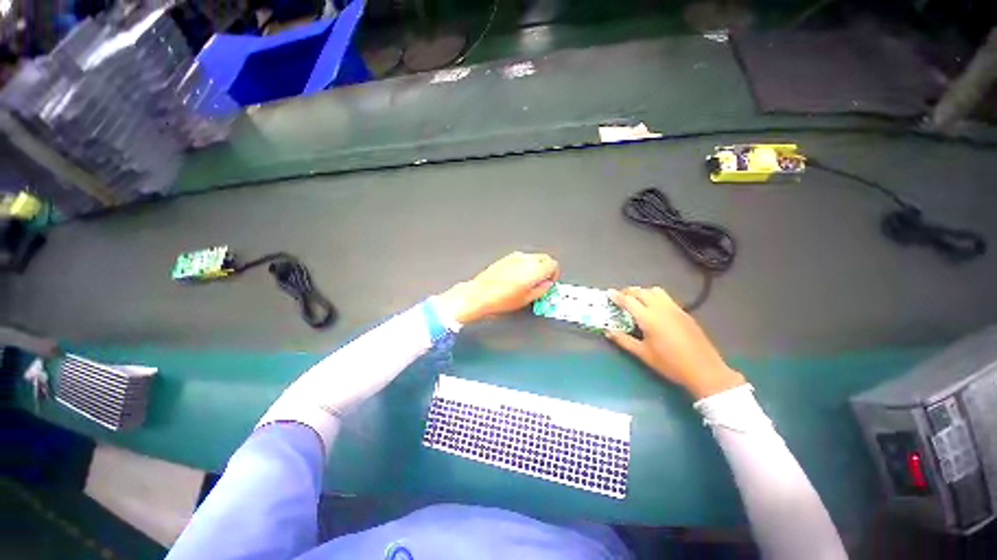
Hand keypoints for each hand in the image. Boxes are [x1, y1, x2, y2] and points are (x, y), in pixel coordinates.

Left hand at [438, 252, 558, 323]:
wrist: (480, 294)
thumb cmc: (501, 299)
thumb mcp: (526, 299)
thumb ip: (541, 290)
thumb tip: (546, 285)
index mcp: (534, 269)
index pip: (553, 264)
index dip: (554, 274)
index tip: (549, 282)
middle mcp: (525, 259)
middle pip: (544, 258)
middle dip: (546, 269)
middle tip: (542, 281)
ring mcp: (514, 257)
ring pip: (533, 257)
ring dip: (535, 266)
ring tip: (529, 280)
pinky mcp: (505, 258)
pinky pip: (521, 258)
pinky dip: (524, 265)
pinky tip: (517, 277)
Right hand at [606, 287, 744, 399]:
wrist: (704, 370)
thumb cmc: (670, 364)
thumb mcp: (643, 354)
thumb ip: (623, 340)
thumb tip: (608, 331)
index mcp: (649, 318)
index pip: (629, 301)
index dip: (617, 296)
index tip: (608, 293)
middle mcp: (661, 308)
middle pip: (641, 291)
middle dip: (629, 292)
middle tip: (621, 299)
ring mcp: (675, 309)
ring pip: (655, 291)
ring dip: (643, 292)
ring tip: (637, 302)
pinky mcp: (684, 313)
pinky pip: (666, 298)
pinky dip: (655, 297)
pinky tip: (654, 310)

####

Go through the material above and state how many lines hold the word "index". Give only the number.

8